Dorian Gray shook his head. ‘I have left her in Shakespeare’s forest. I will find her in his garden.’
‘At what exact point did you use the word «marry», Dorian? And how did she answer? Perhaps you forgot all about it.’
‘My dear Harry, it was not a business meeting. I told her I loved her. The whole world is nothing to me compared to her.’
‘But my dear Dorian -‘
Hallward put his hand on Lord Henry’s arm. ‘Don’t Harry. You have annoyed Dorian. He is not like other men. He would never harm anyone.’
Lord Henry looked across the table. ‘Dorian is never annoyed with me,’ he answered.

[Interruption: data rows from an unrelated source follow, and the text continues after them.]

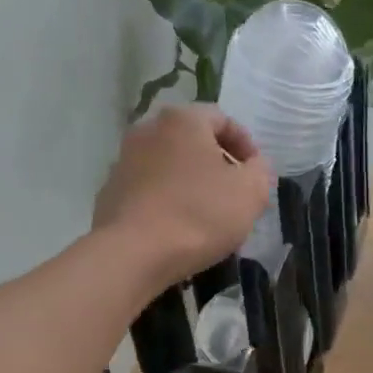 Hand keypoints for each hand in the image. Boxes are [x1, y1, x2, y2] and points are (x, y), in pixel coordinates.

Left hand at [93, 105, 273, 288]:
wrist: (134, 253)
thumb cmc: (200, 214)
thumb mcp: (250, 192)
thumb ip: (260, 171)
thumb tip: (254, 165)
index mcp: (183, 120)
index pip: (222, 119)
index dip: (246, 145)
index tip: (256, 174)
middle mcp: (148, 130)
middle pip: (193, 140)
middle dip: (219, 163)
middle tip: (237, 194)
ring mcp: (124, 160)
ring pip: (171, 164)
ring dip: (193, 181)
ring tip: (210, 214)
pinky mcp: (111, 190)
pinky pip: (151, 187)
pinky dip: (170, 199)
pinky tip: (181, 226) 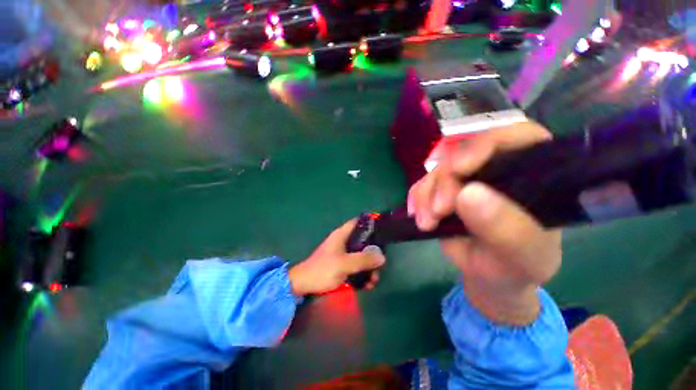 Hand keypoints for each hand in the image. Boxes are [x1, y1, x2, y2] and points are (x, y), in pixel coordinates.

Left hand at [288, 220, 385, 295]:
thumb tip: (382, 256)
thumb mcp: (344, 264)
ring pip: (361, 255)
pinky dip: (363, 274)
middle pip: (363, 241)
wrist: (303, 285)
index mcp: (342, 234)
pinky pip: (356, 266)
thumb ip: (363, 259)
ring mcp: (343, 254)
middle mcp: (343, 241)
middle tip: (379, 266)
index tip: (383, 231)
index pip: (358, 222)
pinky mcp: (342, 265)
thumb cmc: (323, 269)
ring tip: (373, 281)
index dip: (370, 223)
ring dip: (369, 267)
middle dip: (373, 253)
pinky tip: (367, 285)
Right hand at [407, 122, 560, 324]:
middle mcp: (497, 169)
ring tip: (427, 223)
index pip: (515, 136)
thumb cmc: (515, 267)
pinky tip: (418, 216)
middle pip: (464, 154)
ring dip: (427, 194)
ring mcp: (465, 179)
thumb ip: (506, 229)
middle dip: (446, 180)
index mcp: (533, 174)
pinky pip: (422, 184)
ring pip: (437, 170)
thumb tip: (467, 194)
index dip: (485, 144)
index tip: (459, 168)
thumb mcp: (522, 257)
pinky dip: (416, 198)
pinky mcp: (442, 190)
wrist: (489, 276)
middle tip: (439, 211) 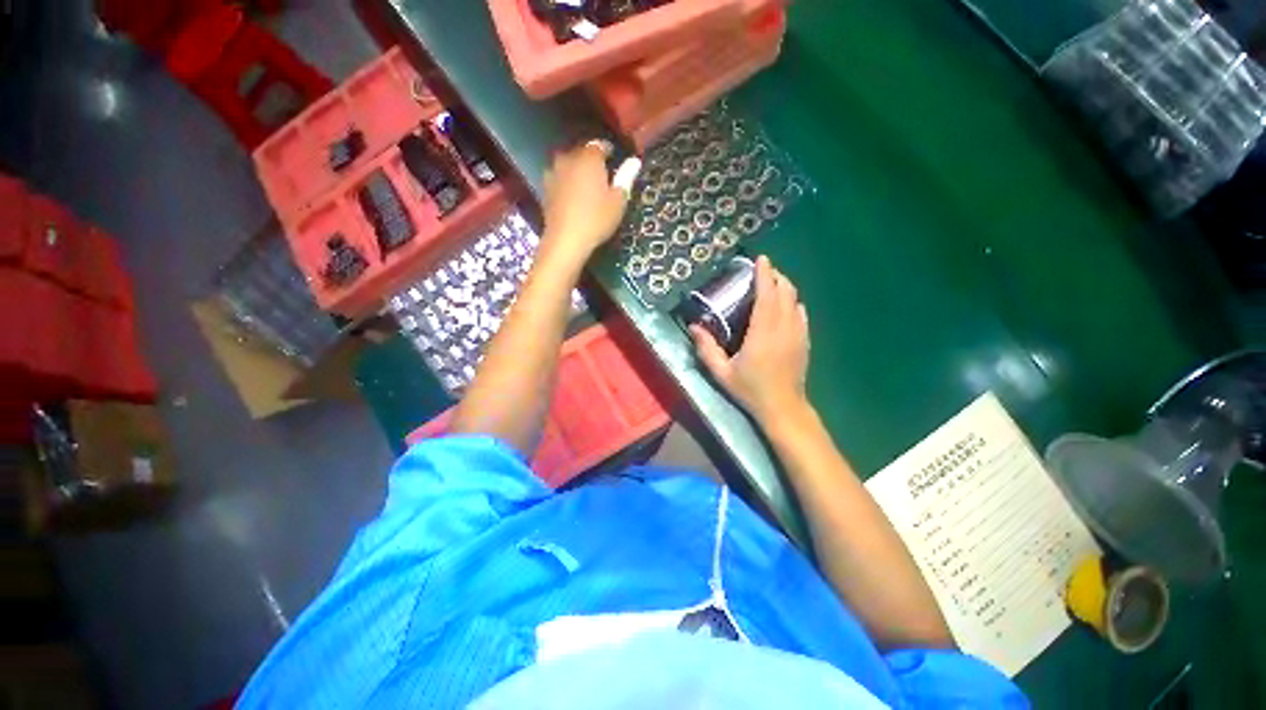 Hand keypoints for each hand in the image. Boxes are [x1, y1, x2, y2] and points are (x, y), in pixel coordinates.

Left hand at [540, 141, 629, 265]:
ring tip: (587, 185)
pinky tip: (574, 196)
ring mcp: (553, 173)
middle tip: (602, 175)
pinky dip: (567, 182)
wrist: (565, 240)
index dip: (608, 151)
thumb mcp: (618, 201)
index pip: (599, 145)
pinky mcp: (545, 188)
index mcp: (589, 158)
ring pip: (568, 164)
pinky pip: (560, 178)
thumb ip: (626, 178)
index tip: (615, 160)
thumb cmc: (596, 219)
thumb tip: (634, 161)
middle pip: (581, 152)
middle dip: (592, 160)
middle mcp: (568, 158)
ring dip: (577, 170)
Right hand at [691, 256, 810, 422]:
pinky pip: (801, 314)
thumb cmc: (750, 390)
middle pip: (785, 292)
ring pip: (796, 300)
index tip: (761, 259)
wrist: (783, 408)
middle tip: (762, 271)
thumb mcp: (721, 372)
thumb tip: (693, 327)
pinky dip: (793, 303)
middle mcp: (784, 328)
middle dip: (776, 276)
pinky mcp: (804, 341)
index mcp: (763, 333)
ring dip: (785, 288)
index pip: (767, 295)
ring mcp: (798, 334)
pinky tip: (785, 306)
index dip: (764, 274)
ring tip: (771, 284)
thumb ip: (706, 349)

Dorian Gray laughed. ‘When I am with Sibyl Vane I don’t believe in anything you have taught me. I forget all your fascinating, terrible ideas.’
‘And those are… ?’ asked Lord Henry, helping himself to some salad.
‘Oh, your ideas about life, your ideas about love, your ideas about pleasure. All your ideas, Harry.’
‘Pleasure is the only thing worth having ideas about,’ he answered, in his slow, musical voice. ‘When we are happy we are always good, but when we are good we are not always happy.’
‘I know what pleasure is,’ cried Dorian Gray. ‘It is to worship someone.’
‘That is certainly better than when someone worships you.’
‘Harry, you are terrible! I don’t know why I like you so much. Let us go down to the theatre. When you see Sibyl you will change your ideas.’
They got up and put on their coats. The painter was silent and thoughtful. He felt very sad. Dorian Gray would never again be to him all that he had been in the past. Life had come between them.
When he arrived at the theatre it seemed to Hallward that he had grown years older.